Physical characteristics
- Source: Confluence of the Waikōau River and Mairau Stream
- • location: Tangoio Forest
- • coordinates: 39°15′51″S 176°54′14″E﻿ / ﻿39.26407°S 176.90402°E
- Mouth: Hawke Bay
- • coordinates: 39°16′42″S 176°59′56″E﻿ / ﻿39.27838°S 176.99876°E

Basin features
- Progression: Aropaoanui River → Hawke Bay → Pacific Ocean

= Aropaoanui River =

River in Hawke's Bay Region, New Zealand

The Aropaoanui River, also known as the Arapawanui River, runs through northern Hawke's Bay Region in the eastern North Island of New Zealand.

==Etymology==

The Māori name Aropaoanui comes from a site within the Aropaoanui Valley, and can be translated as "thoroughly bashed kidneys", referring to a historical story prior to the migration of Taraia of Ngāti Kahungunu to the area, in which a chief noticing that a slain enemy's paoa (kidneys) were moving, attacked them, worried that this may have been caused by witchcraft.
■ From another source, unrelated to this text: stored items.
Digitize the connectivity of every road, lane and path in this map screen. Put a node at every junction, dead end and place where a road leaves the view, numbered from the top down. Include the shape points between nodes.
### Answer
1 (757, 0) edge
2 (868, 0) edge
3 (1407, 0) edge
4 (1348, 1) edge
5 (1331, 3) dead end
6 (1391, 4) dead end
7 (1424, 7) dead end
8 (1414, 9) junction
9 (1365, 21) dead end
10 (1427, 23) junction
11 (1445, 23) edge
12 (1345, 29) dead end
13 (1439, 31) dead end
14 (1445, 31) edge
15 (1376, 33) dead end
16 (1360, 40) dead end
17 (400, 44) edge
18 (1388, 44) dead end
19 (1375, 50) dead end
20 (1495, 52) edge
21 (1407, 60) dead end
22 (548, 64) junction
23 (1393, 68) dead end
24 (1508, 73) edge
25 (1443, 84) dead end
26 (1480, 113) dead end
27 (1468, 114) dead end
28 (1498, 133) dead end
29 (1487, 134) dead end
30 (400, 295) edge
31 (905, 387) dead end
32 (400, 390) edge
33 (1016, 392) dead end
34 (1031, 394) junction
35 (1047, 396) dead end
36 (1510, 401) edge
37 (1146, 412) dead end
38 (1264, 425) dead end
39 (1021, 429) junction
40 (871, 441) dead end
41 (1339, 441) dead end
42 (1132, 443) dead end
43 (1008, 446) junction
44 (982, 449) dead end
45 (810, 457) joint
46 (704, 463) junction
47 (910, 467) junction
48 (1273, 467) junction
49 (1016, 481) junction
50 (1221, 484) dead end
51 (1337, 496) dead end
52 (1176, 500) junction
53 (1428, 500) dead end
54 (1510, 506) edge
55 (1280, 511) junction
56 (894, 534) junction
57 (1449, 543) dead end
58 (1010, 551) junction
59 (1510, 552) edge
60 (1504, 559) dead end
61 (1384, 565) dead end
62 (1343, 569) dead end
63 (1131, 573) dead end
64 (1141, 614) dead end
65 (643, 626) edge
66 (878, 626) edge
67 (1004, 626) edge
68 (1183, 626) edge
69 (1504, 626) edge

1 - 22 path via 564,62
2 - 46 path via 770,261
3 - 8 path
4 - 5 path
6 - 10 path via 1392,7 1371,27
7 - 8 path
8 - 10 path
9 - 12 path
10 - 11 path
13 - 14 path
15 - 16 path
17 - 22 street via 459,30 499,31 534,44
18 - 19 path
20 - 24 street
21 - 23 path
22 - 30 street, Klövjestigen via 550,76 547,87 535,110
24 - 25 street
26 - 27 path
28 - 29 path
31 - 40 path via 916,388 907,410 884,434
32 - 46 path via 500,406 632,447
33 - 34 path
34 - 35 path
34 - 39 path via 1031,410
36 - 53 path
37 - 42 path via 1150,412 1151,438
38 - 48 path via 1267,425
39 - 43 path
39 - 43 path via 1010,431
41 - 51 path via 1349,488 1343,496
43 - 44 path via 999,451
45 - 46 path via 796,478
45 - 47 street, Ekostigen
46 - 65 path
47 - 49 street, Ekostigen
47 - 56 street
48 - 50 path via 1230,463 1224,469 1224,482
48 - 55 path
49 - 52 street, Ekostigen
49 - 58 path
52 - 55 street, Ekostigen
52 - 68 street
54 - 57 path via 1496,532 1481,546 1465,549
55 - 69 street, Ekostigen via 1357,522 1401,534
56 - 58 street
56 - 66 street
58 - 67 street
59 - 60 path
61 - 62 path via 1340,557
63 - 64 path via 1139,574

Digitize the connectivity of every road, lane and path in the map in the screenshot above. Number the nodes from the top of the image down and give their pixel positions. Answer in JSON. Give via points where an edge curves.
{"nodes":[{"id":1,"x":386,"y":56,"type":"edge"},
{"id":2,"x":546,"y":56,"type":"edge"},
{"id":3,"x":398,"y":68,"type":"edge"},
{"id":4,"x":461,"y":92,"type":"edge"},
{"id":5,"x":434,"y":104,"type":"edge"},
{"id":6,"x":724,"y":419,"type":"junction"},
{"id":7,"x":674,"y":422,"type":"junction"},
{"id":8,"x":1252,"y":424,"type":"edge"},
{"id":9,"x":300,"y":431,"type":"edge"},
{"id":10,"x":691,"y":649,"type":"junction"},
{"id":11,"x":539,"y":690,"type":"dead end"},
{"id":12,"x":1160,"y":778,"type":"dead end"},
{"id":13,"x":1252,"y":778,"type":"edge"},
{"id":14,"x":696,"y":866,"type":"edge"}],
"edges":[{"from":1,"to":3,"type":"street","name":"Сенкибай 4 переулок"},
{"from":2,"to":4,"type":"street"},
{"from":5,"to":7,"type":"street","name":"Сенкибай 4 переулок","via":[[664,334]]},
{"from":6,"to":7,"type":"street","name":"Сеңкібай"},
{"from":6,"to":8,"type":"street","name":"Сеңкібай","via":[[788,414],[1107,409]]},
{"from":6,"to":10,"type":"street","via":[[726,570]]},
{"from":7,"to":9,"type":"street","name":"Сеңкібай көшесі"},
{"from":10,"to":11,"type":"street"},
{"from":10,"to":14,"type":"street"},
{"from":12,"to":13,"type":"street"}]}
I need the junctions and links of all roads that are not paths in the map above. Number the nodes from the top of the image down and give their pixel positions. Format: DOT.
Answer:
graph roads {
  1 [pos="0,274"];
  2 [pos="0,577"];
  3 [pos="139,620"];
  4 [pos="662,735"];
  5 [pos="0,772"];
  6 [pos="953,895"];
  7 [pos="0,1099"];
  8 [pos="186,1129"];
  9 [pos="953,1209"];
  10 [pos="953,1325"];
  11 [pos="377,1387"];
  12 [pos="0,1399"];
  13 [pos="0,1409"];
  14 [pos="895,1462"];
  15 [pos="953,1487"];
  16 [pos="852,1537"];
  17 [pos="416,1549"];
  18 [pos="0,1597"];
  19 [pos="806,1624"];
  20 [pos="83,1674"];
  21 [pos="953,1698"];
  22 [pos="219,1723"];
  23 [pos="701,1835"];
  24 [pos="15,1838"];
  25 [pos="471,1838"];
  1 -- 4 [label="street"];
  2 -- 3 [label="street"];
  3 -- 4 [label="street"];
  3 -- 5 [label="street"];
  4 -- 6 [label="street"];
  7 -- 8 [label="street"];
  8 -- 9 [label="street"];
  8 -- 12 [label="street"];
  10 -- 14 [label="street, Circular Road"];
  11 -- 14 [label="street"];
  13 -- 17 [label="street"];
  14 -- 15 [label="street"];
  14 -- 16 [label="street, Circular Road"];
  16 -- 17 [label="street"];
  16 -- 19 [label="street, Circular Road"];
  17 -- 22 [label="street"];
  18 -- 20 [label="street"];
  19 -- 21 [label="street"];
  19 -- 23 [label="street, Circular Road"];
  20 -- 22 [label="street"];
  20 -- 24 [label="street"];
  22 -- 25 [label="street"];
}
The river is also known as Arapawanui by Maungaharuru Tangitū, literally meaning the "way of the big canyon".

==Geography==

The river forms at the confluence of the Waikōau River and Mairau Stream, and the river system ultimately rises from streams on the Maungaharuru Range. The river flows through a steep-sided valley past the Tangoio Forest, reaching its narrow floodplain just 3 km from the coast. Some small farms dot the upper part of the floodplain, accessed by a metal road which meets the Napier–Wairoa highway. The river empties into Hawke Bay, the waters joining the Pacific Ocean, just north of the small settlements of Tangoio and Waipātiki Beach, some 25 km north of Napier.

==Ecology==
The Aropaoanui has been described as one of the cleanest rivers in New Zealand by the Department of Conservation (only phosphorus levels are in the category of worst 25% of rivers and the river has longfin and shortfin eels, koura, inanga, torrent fish, blue gill bully, common bully, redfin bully, banded kōkopu and pātiki), and is fished for many species including trout and whitebait.

==History==

The river has traditional significance for Maungaharuru Tangitū-associated hapū of Ngāti Kahungunu, with major kāinga (villages) of Maungaharuru Tangitū being found here, and the river mouth being an important fishery and gathering area for seafood. The river is mentioned in stories of the migratory waka Tākitimu, as a place where the tohunga Ruawharo placed the body of his son, after he had been turned to stone. The northern ridge above the river was the location of a traditional trail between the Aropaoanui settlements and those at Lake Tūtira.

Floods in 1938 swept away the bridge on the Napier-Wairoa section of State Highway 2. The area around the river was also badly affected by floods in 2022.